1953—Crick and Watson Publish DNA Results
British scientists James D Watson and Francis Crick publish an article detailing their discovery of the existence and structure of deoxyribonucleic acid, or DNA, in Nature magazine. Their findings answer one of the oldest and most fundamental questions of biology, that of how living things reproduce themselves.
April 24
1967—First Space Program Casualty Occurs
Soviet cosmonaut Vladimir Komarov dies in Soyuz 1 when, during re-entry into Earth's atmosphere after more than ten successful orbits, the capsule's main parachute fails to deploy properly, and the backup chute becomes entangled in the first. The capsule's descent is slowed, but it still hits the ground at about 90 mph, at which point it bursts into flames.

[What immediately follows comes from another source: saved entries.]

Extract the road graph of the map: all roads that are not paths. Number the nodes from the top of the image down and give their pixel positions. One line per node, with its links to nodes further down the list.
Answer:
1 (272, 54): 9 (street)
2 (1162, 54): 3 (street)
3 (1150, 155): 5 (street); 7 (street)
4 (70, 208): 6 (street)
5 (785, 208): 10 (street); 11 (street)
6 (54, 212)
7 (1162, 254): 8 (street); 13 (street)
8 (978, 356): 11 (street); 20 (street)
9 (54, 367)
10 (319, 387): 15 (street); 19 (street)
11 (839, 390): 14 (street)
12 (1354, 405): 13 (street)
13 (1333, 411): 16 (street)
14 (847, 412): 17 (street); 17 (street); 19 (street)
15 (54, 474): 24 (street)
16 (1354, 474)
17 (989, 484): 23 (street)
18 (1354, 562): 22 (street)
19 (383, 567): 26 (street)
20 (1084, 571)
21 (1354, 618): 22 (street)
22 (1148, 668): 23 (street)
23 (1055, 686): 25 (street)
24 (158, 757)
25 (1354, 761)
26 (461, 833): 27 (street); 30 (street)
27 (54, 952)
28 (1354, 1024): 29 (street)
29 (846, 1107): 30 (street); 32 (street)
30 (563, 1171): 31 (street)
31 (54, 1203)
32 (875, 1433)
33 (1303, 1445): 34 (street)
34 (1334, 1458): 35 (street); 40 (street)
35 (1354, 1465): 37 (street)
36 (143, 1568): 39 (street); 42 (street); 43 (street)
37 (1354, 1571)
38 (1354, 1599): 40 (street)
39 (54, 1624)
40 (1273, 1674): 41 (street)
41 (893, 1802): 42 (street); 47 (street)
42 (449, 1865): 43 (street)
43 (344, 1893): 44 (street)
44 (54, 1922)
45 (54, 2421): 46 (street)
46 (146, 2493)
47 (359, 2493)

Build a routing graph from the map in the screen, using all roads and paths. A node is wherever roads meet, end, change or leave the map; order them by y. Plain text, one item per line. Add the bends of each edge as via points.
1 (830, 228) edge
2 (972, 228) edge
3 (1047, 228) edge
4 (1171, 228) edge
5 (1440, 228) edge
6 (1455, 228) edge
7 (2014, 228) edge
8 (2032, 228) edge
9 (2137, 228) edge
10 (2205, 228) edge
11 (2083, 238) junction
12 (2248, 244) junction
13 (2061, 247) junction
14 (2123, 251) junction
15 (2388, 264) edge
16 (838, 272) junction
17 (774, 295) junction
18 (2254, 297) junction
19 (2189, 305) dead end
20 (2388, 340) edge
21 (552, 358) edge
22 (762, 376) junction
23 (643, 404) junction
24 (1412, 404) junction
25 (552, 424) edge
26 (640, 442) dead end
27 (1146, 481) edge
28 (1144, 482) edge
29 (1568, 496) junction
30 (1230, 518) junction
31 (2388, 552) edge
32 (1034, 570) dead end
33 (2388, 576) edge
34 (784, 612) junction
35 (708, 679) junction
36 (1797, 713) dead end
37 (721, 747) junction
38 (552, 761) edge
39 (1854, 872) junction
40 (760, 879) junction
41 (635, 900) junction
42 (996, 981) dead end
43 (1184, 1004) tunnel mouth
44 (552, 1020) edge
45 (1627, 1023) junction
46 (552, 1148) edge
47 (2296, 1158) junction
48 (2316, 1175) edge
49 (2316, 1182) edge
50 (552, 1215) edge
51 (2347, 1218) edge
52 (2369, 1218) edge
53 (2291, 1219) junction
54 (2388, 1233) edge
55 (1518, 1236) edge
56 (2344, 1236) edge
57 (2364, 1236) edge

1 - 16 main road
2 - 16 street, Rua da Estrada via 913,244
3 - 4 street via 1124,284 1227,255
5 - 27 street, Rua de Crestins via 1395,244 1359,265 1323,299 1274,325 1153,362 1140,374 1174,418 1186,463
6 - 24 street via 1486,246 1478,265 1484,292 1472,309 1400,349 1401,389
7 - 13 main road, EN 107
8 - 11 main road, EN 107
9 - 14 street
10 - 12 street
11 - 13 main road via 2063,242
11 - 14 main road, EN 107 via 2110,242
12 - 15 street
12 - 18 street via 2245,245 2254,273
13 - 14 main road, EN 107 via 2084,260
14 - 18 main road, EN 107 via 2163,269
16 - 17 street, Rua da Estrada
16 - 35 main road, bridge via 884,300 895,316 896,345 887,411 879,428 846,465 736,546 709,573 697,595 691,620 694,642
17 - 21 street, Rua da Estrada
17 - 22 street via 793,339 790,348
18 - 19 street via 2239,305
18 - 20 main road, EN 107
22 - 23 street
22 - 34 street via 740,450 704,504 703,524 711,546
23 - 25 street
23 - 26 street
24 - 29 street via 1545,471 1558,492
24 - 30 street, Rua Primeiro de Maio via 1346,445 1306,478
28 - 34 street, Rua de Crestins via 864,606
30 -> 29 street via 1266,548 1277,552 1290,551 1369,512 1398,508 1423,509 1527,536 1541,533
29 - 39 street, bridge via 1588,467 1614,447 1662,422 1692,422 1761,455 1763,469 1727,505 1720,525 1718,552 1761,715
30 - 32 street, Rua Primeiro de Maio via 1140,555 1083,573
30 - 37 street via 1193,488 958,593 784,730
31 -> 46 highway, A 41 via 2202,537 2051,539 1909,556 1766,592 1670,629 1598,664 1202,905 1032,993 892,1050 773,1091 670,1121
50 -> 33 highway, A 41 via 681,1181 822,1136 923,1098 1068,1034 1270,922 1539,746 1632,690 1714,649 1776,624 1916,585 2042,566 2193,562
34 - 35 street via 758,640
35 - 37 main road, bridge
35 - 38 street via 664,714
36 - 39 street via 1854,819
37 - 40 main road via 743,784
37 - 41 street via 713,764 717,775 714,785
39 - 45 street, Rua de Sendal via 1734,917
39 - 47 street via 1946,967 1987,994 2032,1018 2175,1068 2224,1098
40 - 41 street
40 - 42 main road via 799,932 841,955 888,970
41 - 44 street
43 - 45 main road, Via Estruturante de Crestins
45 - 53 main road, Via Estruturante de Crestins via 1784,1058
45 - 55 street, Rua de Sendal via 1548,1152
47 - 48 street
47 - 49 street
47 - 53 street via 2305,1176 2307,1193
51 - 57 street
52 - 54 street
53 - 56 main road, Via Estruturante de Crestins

Komarov is the first human to die during a space mission.
April 23
1986—Otto Preminger Dies
Austro–Hungarian film director Otto Preminger, who directed such eternal classics as Laura, Anatomy of a Murder, Carmen Jones, The Man with the Golden Arm, and Stalag 17, and for his efforts earned a star on Hollywood's Walk of Fame, dies in New York City, aged 80, from cancer and Alzheimer's disease.
1998—James Earl Ray Dies
The convicted assassin of American civil rights leader Martin Luther King, Jr., petty criminal James Earl Ray, dies in prison of hepatitis aged 70, protesting his innocence as he had for decades. Members of the King family who supported Ray's fight to clear his name believed the U.S. Government had been involved in Dr. King's killing, but with Ray's death such questions became moot.